Version 2.0 of the Random Fault Drill
JN gathered some colleagues to build a wheel based on the prototype of Netflix’s Choas Monkey. We named the wheel “Kennel.”
The following figure shows the design of the control center.
With the help of the special project team and the O&M team, we first made Kennel available around October 2016. This tool can simulate network packet loss, interface injection exceptions, cluster node removal, and force termination of service processes.
We had never tried such a tool before, and we didn’t know what the test results would look like. I planned to make the first attempt in November. I tried to design five scenarios that required acceptance:
- A distributed transaction takes an extremely long time to complete.
- An API exception causes a whole service to crash.
- When a node or machine in a cluster restarts, API callers are severely affected.
- The CPU load on a node in a cluster increases, causing imbalanced load distribution in the cluster.
- A service takes effect for a single server in a cluster, causing behavior inconsistencies between the servers in the cluster.
We selected a test developer as the leader of testing based on these scenarios. The test reports for different services were slightly different. The following figures show the screenshots of one of the test reports.
After testing several major transaction services, we did find some potential risks.

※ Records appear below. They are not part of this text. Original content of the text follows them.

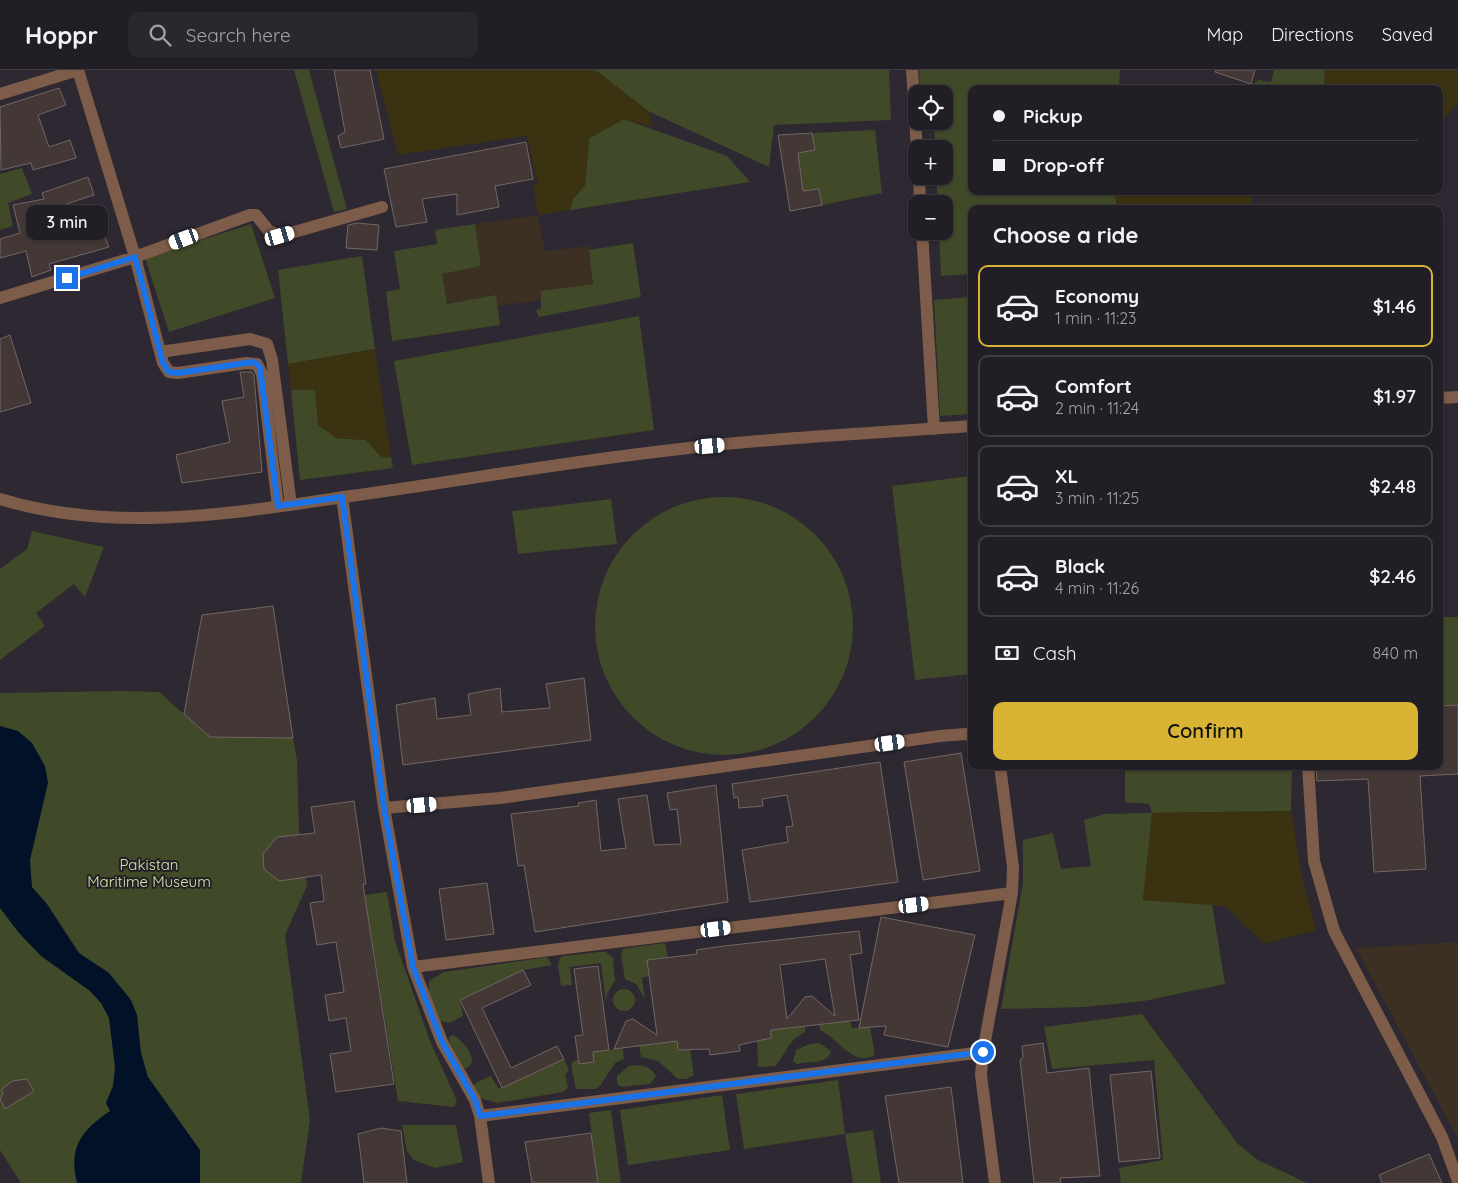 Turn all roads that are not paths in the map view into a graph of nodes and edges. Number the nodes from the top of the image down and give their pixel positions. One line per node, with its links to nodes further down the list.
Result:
1 (78, 70): 3 (street); 7 (street)
2 (912, 70): 4 (street)
3 (0, 94)
4 (916, 140)
5 (382, 207): 7 (street)
6 (923, 240): 13 (street)
7 (135, 257): 8 (street); 9 (street)
8 (0, 298)
9 (160, 352): 16 (street); 16 (street)
10 (1458, 397): 11 (street)
11 (1443, 398)
12 (968, 426): 13 (street)
13 (934, 429): 14 (street)
14 (342, 497): 16 (street); 20 (street)
15 (0, 499): 16 (street)
16 (285, 505)
17 (968, 735): 20 (street)
18 (1001, 770): 21 (street)
19 (1308, 770): 25 (street)
20 (384, 808): 22 (street)
21 (1012, 893): 22 (street); 23 (street)
22 (413, 967): 24 (street)
23 (983, 1052): 24 (street); 27 (street)
24 (480, 1116): 26 (street)
25 (1458, 1182)
26 (489, 1183)
27 (995, 1183)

In some cases, the number of machines in a cluster may be different from that in the service registry. Specifically, after a service node is force terminated, the service registry cannot automatically discover and remove the service node. This can potentially lead to a high-risk situation.

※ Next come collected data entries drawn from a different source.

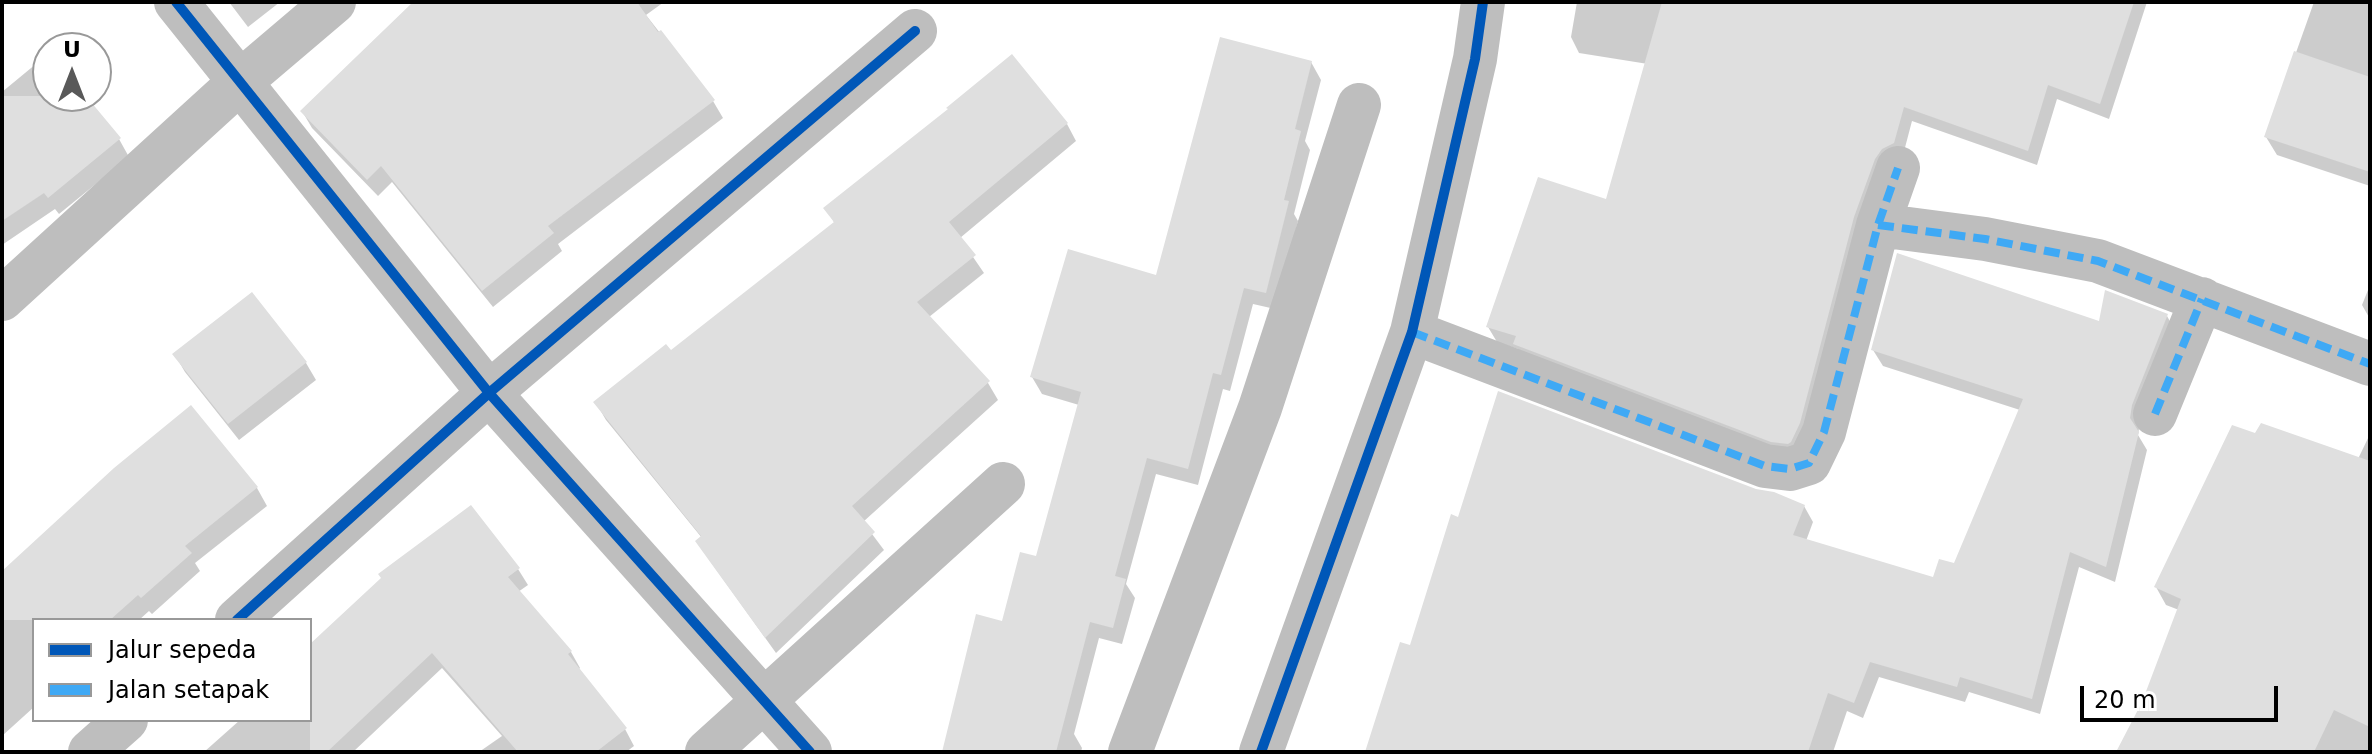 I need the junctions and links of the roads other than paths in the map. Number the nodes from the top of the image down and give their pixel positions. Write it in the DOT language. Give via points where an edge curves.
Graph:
graph roads {
  1 [pos="176,2"];
  2 [pos="334,2"];
  3 [pos="1483,2"];
  4 [pos="915,31"];
  5 [pos="241,81"];
  6 [pos="1359,105"];
  7 [pos="1898,168"];
  8 [pos="1878,225"];
  9 [pos="2,299"];
  10 [pos="2202,299"];
  11 [pos="1412,332"];
  12 [pos="2370,364"];
  13 [pos="489,393"];
  14 [pos="2155,414"];
  15 [pos="1003,484"];
  16 [pos="239,618"];
  17 [pos="764,702"];
  18 [pos="124,722"];
  19 [pos="90,752"];
  20 [pos="707,752"];
  21 [pos="810,752"];
  22 [pos="1130,752"];
  23 [pos="1261,752"];
  1 -- 5 [label="street"];
  2 -- 5 [label="street"];
  3 -- 11 [label="street" via="1475,59"];
  4 -- 13 [label="street"];
  5 -- 9 [label="street"];
  5 -- 13 [label="street"];
  6 -- 22 [label="street" via="1260,408"];
  7 -- 8 [label="street"];
  8 -- 10 [label="street" via="2098,261"];
  8 -- 11 [label="street" via="1824,432 1809,463 1790,469 1765,466"];
  10 -- 12 [label="street"];
  10 -- 14 [label="street"];
  11 -- 23 [label="street"];
  13 -- 16 [label="street"];
  13 -- 17 [label="street"];
  15 -- 17 [label="street"];
  17 -- 20 [label="street"];
  17 -- 21 [label="street"];
  18 -- 19 [label="street"];
}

Load imbalances occurred in each cluster and the CPU utilization of some machines may be too high. These problems were related to load balancing policies.
During automatic recovery from “force termination,” the CPU utilization of certain nodes was significantly higher than that of other nodes, but the CPU utilization gradually evened out after a few hours. This problem was also related to load balancing policies.
When the CPU load of a single node was high, the load balancing mechanism did not route the traffic from the node to other nodes, even when the request performance of this node was far worse than that of other nodes and requests frequently timed out. This problem was related to the load balancing mechanism and the fusing mechanism. The SOA of Python performs fusing on the server side, not the client side.
The timeout settings for many services were incorrect. The framework supports soft timeout and hard timeout settings. Soft timeout generates an alert but does not block the service. In contrast, the default hard timeout period was 20 seconds, which was a long time. Only soft timeout periods or even no timeout periods were set for many services. This was actually a severe potential risk that could cause system crashes caused by a minor mistake.
In some scenarios, the timeout settings were invalid. After we traced the problems and worked with the framework team to reproduce the symptoms, we finally found that, in these scenarios, messages were sent using message queues. Python frameworks used Gevent to support high-concurrency scenarios, but failed to properly use this timeout mechanism.